## TASK TO CARRY OUT
The entries should each be set down again precisely.

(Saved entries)
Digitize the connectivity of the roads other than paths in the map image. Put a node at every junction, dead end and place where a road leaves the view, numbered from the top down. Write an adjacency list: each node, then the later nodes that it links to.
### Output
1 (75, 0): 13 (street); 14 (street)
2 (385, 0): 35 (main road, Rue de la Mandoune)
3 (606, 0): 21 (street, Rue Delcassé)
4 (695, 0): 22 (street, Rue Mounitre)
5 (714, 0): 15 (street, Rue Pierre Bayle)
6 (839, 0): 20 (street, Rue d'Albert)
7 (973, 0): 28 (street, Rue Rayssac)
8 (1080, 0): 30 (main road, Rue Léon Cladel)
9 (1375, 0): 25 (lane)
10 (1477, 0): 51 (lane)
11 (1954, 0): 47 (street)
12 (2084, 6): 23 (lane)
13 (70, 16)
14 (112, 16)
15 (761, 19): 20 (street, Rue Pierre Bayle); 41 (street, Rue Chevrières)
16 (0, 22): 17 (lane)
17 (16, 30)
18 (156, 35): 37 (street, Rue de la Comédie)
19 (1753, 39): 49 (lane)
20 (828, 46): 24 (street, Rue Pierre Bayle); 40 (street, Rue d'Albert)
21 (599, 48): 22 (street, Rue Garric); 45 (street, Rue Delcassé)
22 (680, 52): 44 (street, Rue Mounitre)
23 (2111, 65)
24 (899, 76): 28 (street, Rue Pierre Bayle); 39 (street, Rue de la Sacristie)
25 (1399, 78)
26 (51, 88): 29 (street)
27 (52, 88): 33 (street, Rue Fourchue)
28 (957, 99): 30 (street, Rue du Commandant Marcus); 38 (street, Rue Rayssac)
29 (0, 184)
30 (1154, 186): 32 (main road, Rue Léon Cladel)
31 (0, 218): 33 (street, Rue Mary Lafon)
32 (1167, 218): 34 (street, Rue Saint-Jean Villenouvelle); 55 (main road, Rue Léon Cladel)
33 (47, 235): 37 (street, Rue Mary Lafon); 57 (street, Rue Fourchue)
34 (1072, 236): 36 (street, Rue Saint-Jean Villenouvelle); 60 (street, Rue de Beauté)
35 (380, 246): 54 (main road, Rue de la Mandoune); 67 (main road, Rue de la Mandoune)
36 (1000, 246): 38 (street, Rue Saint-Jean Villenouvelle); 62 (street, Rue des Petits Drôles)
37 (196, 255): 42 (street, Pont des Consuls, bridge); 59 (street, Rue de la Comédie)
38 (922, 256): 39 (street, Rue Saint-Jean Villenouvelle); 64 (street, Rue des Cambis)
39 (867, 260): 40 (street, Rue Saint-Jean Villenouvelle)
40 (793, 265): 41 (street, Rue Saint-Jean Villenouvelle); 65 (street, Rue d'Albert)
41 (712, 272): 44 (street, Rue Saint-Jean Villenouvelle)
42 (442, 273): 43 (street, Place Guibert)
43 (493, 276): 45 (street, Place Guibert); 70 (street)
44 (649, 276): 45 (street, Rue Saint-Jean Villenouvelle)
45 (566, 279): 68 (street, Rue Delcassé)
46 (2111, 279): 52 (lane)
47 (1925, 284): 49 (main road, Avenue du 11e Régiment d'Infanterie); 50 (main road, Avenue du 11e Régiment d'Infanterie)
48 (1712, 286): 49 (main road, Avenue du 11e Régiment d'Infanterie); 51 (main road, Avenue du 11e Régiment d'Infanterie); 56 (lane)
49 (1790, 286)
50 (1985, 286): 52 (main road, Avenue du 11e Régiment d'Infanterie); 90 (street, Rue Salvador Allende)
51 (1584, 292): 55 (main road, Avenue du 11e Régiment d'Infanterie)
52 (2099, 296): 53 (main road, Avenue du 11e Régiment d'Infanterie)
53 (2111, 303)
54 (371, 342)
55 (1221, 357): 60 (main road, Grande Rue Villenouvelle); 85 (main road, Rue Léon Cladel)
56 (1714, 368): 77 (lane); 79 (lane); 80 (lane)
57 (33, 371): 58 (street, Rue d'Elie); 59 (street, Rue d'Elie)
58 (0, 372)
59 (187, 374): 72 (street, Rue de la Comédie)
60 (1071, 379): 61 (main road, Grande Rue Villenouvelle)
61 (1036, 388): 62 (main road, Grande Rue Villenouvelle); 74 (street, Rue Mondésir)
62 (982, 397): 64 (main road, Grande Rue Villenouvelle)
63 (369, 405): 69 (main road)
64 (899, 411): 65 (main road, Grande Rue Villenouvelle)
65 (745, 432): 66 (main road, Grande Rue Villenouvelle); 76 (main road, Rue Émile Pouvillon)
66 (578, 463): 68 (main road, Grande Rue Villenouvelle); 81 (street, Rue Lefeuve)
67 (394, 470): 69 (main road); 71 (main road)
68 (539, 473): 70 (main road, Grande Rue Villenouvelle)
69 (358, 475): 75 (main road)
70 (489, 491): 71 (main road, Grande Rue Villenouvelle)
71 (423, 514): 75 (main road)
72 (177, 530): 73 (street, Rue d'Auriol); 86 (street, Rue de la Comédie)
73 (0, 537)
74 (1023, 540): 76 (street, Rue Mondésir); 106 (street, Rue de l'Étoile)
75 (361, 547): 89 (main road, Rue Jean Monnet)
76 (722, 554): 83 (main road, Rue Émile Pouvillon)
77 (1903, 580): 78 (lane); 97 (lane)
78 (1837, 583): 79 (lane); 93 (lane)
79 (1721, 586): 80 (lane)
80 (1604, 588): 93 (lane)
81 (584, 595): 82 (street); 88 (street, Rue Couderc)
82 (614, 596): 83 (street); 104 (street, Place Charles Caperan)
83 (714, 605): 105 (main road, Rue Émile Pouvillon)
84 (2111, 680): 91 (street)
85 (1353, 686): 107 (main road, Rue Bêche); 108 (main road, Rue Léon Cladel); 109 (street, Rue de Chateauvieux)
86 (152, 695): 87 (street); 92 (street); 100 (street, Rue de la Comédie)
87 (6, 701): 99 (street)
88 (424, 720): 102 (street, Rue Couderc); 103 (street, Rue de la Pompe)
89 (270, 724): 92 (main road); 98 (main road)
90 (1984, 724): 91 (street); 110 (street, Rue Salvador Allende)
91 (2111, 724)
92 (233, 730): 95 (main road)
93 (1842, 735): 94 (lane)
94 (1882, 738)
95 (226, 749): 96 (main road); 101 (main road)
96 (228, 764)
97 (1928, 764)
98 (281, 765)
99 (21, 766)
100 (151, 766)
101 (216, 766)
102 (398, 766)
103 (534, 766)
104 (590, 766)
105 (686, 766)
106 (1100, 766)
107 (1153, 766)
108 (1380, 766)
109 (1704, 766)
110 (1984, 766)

## ANSWER BOX
Digitize the connectivity of the roads other than paths in the map image. Put a node at every junction, dead end and place where a road leaves the view, numbered from the top down. Write an adjacency list: each node, then the later nodes that it links to.
### Output
1 (75, 0): 13 (street); 14 (street)
2 (385, 0): 35 (main road, Rue de la Mandoune)
3 (606, 0): 21 (street, Rue Delcassé)
4 (695, 0): 22 (street, Rue Mounitre)
5 (714, 0): 15 (street, Rue Pierre Bayle)
6 (839, 0): 20 (street, Rue d'Albert)
7 (973, 0): 28 (street, Rue Rayssac)
8 (1080, 0): 30 (main road, Rue Léon Cladel)
9 (1375, 0): 25 (lane)
10 (1477, 0): 51 (lane)
11 (1954, 0): 47 (street)
12 (2084, 6): 23 (lane)
13 (70, 16)
14 (112, 16)
15 (761, 19): 20 (street, Rue Pierre Bayle); 41 (street, Rue Chevrières)
16 (0, 22): 17 (lane)
17 (16, 30)
18 (156, 35): 37 (street, Rue de la Comédie)
19 (1753, 39): 49 (lane)
20 (828, 46): 24 (street, Rue Pierre Bayle); 40 (street, Rue d'Albert)
21 (599, 48): 22 (street, Rue Garric); 45 (street, Rue Delcassé)
22 (680, 52): 44 (street, Rue Mounitre)
23 (2111, 65)
24 (899, 76): 28 (street, Rue Pierre Bayle); 39 (street, Rue de la Sacristie)
25 (1399, 78)
26 (51, 88): 29 (street)
27 (52, 88): 33 (street, Rue Fourchue)
28 (957, 99): 30 (street, Rue du Commandant Marcus); 38 (street, Rue Rayssac)
29 (0, 184)
30 (1154, 186): 32 (main road, Rue Léon Cladel)
31 (0, 218): 33 (street, Rue Mary Lafon)
32 (1167, 218): 34 (street, Rue Saint-Jean Villenouvelle); 55 (main road, Rue Léon Cladel)
33 (47, 235): 37 (street, Rue Mary Lafon); 57 (street, Rue Fourchue)
34 (1072, 236): 36 (street, Rue Saint-Jean Villenouvelle); 60 (street, Rue de Beauté)
35 (380, 246): 54 (main road, Rue de la Mandoune); 67 (main road, Rue de la Mandoune)
36 (1000, 246): 38 (street, Rue Saint-Jean Villenouvelle); 62 (street, Rue des Petits Drôles)
37 (196, 255): 42 (street, Pont des Consuls, bridge); 59 (street, Rue de la Comédie)
38 (922, 256): 39 (street, Rue Saint-Jean Villenouvelle); 64 (street, Rue des Cambis)
39 (867, 260): 40 (street, Rue Saint-Jean Villenouvelle)
40 (793, 265): 41 (street, Rue Saint-Jean Villenouvelle); 65 (street, Rue d'Albert)
41 (712, 272): 44 (street, Rue Saint-Jean Villenouvelle)
42 (442, 273): 43 (street, Place Guibert)
43 (493, 276): 45 (street, Place Guibert); 70 (street)
44 (649, 276): 45 (street, Rue Saint-Jean Villenouvelle)
45 (566, 279): 68 (street, Rue Delcassé)
46 (2111, 279): 52 (lane)
47 (1925, 284): 49 (main road, Avenue du 11e Régiment d'Infanterie); 50 (main road, Avenue du 11e Régiment d'Infanterie)
48 (1712, 286): 49 (main road, Avenue du 11e Régiment d'Infanterie); 51 (main road, Avenue du 11e Régiment d'Infanterie); 56 (lane)
49 (1790, 286)
50 (1985, 286): 52 (main road, Avenue du 11e Régiment d'Infanterie); 90 (street, Rue Salvador Allende)
51 (1584, 292): 55 (main road, Avenue du 11e Régiment d'Infanterie)
52 (2099, 296): 53 (main road, Avenue du 11e Régiment d'Infanterie)
53 (2111, 303)
54 (371, 342)
55 (1221, 357): 60 (main road, Grande Rue Villenouvelle); 85 (main road, Rue Léon Cladel)
56 (1714, 368): 77 (lane); 79 (lane); 80 (lane)
57 (33, 371): 58 (street, Rue d'Elie); 59 (street, Rue d'Elie)
58 (0, 372)
59 (187, 374): 72 (street, Rue de la Comédie)
60 (1071, 379): 61 (main road, Grande Rue Villenouvelle)
61 (1036, 388): 62 (main road, Grande Rue Villenouvelle); 74 (street, Rue Mondésir)
62 (982, 397): 64 (main road, Grande Rue Villenouvelle)
63 (369, 405): 69 (main road)
64 (899, 411): 65 (main road, Grande Rue Villenouvelle)
65 (745, 432): 66 (main road, Grande Rue Villenouvelle); 76 (main road, Rue Émile Pouvillon)
66 (578, 463): 68 (main road, Grande Rue Villenouvelle); 81 (street, Rue Lefeuve)
67 (394, 470): 69 (main road); 71 (main road)
68 (539, 473): 70 (main road, Grande Rue Villenouvelle)
69 (358, 475): 75 (main road)
70 (489, 491): 71 (main road, Grande Rue Villenouvelle)
71 (423, 514): 75 (main road)
72 (177, 530): 73 (street, Rue d'Auriol); 86 (street, Rue de la Comédie)
73 (0, 537)
74 (1023, 540): 76 (street, Rue Mondésir); 106 (street, Rue de l'Étoile)
75 (361, 547): 89 (main road, Rue Jean Monnet)
76 (722, 554): 83 (main road, Rue Émile Pouvillon)
77 (1903, 580): 78 (lane); 97 (lane)
78 (1837, 583): 79 (lane); 93 (lane)
79 (1721, 586): 80 (lane)
80 (1604, 588): 93 (lane)
81 (584, 595): 82 (street); 88 (street, Rue Couderc)
82 (614, 596): 83 (street); 104 (street, Place Charles Caperan)
83 (714, 605): 105 (main road, Rue Émile Pouvillon)
84 (2111, 680): 91 (street)
85 (1353, 686): 107 (main road, Rue Bêche); 108 (main road, Rue Léon Cladel); 109 (street, Rue de Chateauvieux)
86 (152, 695): 87 (street); 92 (street); 100 (street, Rue de la Comédie)
87 (6, 701): 99 (street)
88 (424, 720): 102 (street, Rue Couderc); 103 (street, Rue de la Pompe)
89 (270, 724): 92 (main road); 98 (main road)
90 (1984, 724): 91 (street); 110 (street, Rue Salvador Allende)
91 (2111, 724)
92 (233, 730): 95 (main road)
93 (1842, 735): 94 (lane)
94 (1882, 738)
95 (226, 749): 96 (main road); 101 (main road)
96 (228, 764)
97 (1928, 764)
98 (281, 765)
99 (21, 766)
100 (151, 766)
101 (216, 766)
102 (398, 766)
103 (534, 766)
104 (590, 766)
105 (686, 766)
106 (1100, 766)
107 (1153, 766)
108 (1380, 766)
109 (1704, 766)
110 (1984, 766)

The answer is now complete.